Select Comfort Corp. The campaign initially began by seeking

cost-cutting initiatives and other marketing

improvements.

Driving Forces Behind Investor Activism

Perhaps the largest force behind investor activism is the

large sums of money available to hedge funds. By some reports,

hedge funds have more than $1.5 trillion to invest. The funds

look for ways to earn high returns, and activist investing has

been one way to do that. Activist investors who seek a sale of

the company also have had the tailwinds of an active mergers

and acquisitions market until recent times, and those tailwinds

will return in the future. The Wall Street Journal

(July 31, 2008) reports that some activists are currently

focusing on operational initiatives given the inactive mergers

and acquisitions market.

In addition, the rising power and influence of ISS

Governance Services (ISS), a division of RiskMetrics Group, has

contributed to the trend of investor activism.1 The

rise of ISS can be attributed to a ruling by the U.S.

Department of Labor that provided that pension funds have

fiduciary obligations when voting proxies. The SEC also

contributed, by adopting a rule requiring that registered

investment advisers vote proxies in the best interest of

clients.

As a result, many of the affected participants determined

the best way to comply was to outsource the analysis for

shareholder voting, and that is the service ISS provides. In

the opinion of some, ISS has a decidedly activist bent.

Over time, the SEC also has made it easier for activists to

engage in hostile proxy solicitations through rule

changes.2 In 1992, the SEC adopted rules allowing

insurgents to solicit not more than ten shareholders (Rule

14a-2(b)(2)), to engage in free communications without SEC

review in certain circumstances (Rule 14a-2(b)(1)), and to use

a procedure when an activist seeks a minority of the board, the

so-called short slate (Rule 14a-4(d)). In 1999, the SEC adopted

Rule 14a-12, which permits unlimited communications before a

proxy statement is filed without SEC clearance, provided that

no proxy card is provided and the written materials are filed

with the SEC. As a result, the proxy battle is usually won or

lost before a proxy statement is filed.

Recently the SEC adopted Rule 14a-16, which permits

insurgents to avoid the expense of printing paper proxies by

making proxy statements available over the Internet. While not

widely used to date, it provides a potent weapon to activist

investors to engage in full-scale proxy battles at reduced

cost.

Objectives of Activist Investors

Typical objectives of activist investors include:

Gaining a minority or majority of board seats.

Replacing the CEO or management team.

Increased dividends or share buy-backs.

Sale of the company.

Sale or spin-off of selected assets.

Business strategy initiatives, including cost-cutting

initiatives.

Preventing a pending acquisition.

Elimination of take-over defenses.

Implementation of perceived better governance

practices.

Realizing value on the balance sheet, such as

"putting cash to work."

What Companies Are Susceptible to Activist Investors?
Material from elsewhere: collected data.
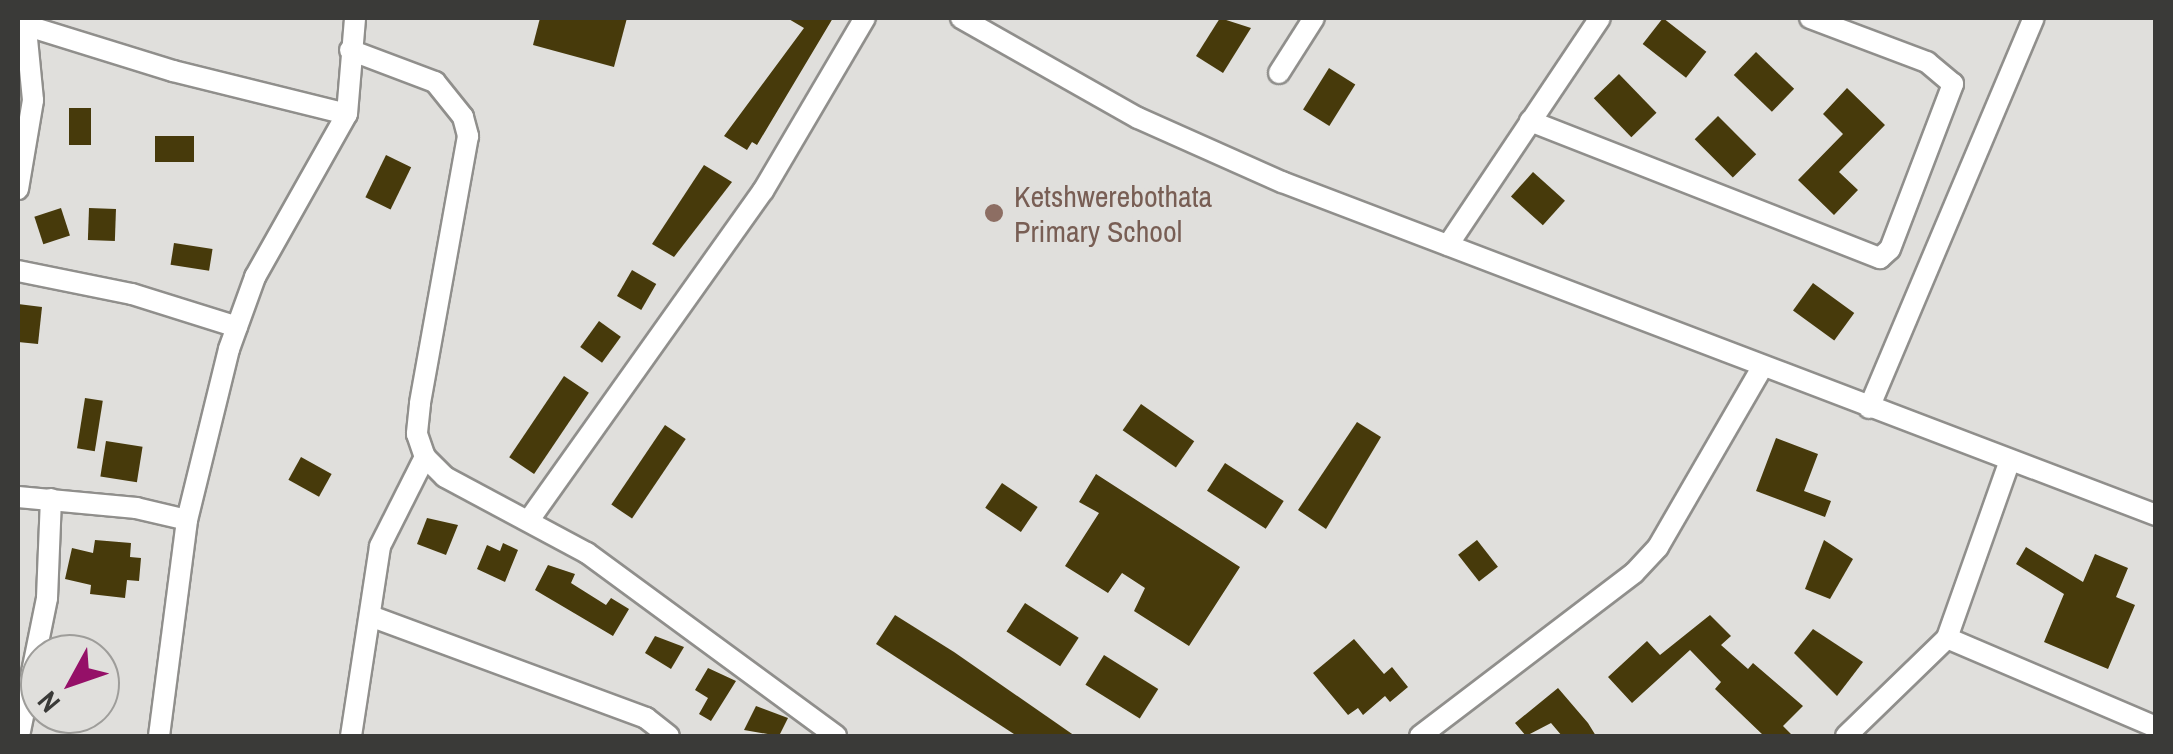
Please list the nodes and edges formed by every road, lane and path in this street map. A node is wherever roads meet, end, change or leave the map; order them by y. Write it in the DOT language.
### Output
graph roads {
  1 [pos="355,18"];
  2 [pos="865,18"];
  3 [pos="961,18"];
  4 [pos="1314,18"];
  5 [pos="1600,18"];
  6 [pos="1810,18"];
  7 [pos="2034,18"];
  8 [pos="22,22"];
  9 [pos="350,50"];
  10 [pos="1279,73"];
  11 [pos="347,114"];
  12 [pos="1530,121"];
  13 [pos="18,189"];
  14 [pos="1448,245"];
  15 [pos="18,271"];
  16 [pos="237,326"];
  17 [pos="1762,369"];
  18 [pos="1869,408"];
  19 [pos="424,457"];
  20 [pos="2009,463"];
  21 [pos="18,497"];
  22 [pos="51,498"];
  23 [pos="2156,515"];
  24 [pos="187,520"];
  25 [pos="529,520"];
  26 [pos="373,617"];
  27 [pos="1947,638"];
  28 [pos="2156,727"];
  29 [pos="19,736"];
  30 [pos="160,736"];
  31 [pos="351,736"];
  32 [pos="669,736"];
  33 [pos="836,736"];
  34 [pos="1420,736"];
  35 [pos="1846,736"];
  1 -- 9 [label="street"];
  2 -- 25 [label="street"];
  3 -- 14 [label="street"];
  4 -- 10 [label="street"];
  5 -- 12 [label="street"];
  6 -- 12 [label="street"];
  7 -- 18 [label="street"];
  8 -- 11 [label="street"];
  8 -- 13 [label="street"];
  9 -- 11 [label="street"];
  9 -- 19 [label="street"];
  11 -- 16 [label="street"];
  12 -- 14 [label="street"];
  14 -- 17 [label="street"];
  15 -- 16 [label="street"];
  16 -- 24 [label="street"];
  17 -- 18 [label="street"];
  17 -- 34 [label="street"];
  18 -- 20 [label="street"];
  19 -- 25 [label="street"];
  19 -- 26 [label="street"];
  20 -- 23 [label="street"];
  20 -- 27 [label="street"];
  21 -- 22 [label="street"];
  22 -- 24 [label="street"];
  22 -- 29 [label="street"];
  24 -- 30 [label="street"];
  25 -- 33 [label="street"];
  26 -- 31 [label="street"];
  26 -- 32 [label="street"];
  27 -- 28 [label="street"];
  27 -- 35 [label="street"];
}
Surprisingly, activist investors do not necessarily focus on

poorly performing companies.3 The following have

been identified as attributes of companies targeted by activist

investors:4

Low capitalization—it takes less cash to accumulate

a significant stake in a company with lower

capitalization.

Perceived undervaluation—leading to ultimate gains

when the activist strategy is executed.

Ability to cut costs—taking costs out of the income

statement can increase value and be a springboard for other

activist tactics, such as a sale of the company.

Excess cash—large cash balances can be used to

finance buy-outs and share repurchases.

Borrowing availability—the ability to leverage a

balance sheet can be used to finance an acquisition or a

share buy-back. In part, managing a business to maximize cash

flow can therefore be an advantage to activist investors if

unnecessary amounts of cash are retained.

Diversification of asset base—value is sometimes

perceived to be obtained through asset sales and

spin-offs.

Significant institutional ownership—concentration

of holdings in institutions can be a perceived advantage for

shareholders supporting an activist campaign.

Poor disclosure and governance practices—pointing

out poor practices may make it easier for activists to make

their case.

One commentator has posited that certain industries may be

more susceptible to activist investors. In particular,

industries with valuable hard assets but sluggish returns may

be targets.5

Success of Activist Investors

Activist investors are surprisingly successful in achieving

change. Research indicates success rates of 66% to 84%, which

includes any cognizable concession by management to an

investor's demands, no matter how immaterial.6

While these statistics may inflate the notion of success, there

are indications that activist investors historically have

achieved full success approximately 40% of the time.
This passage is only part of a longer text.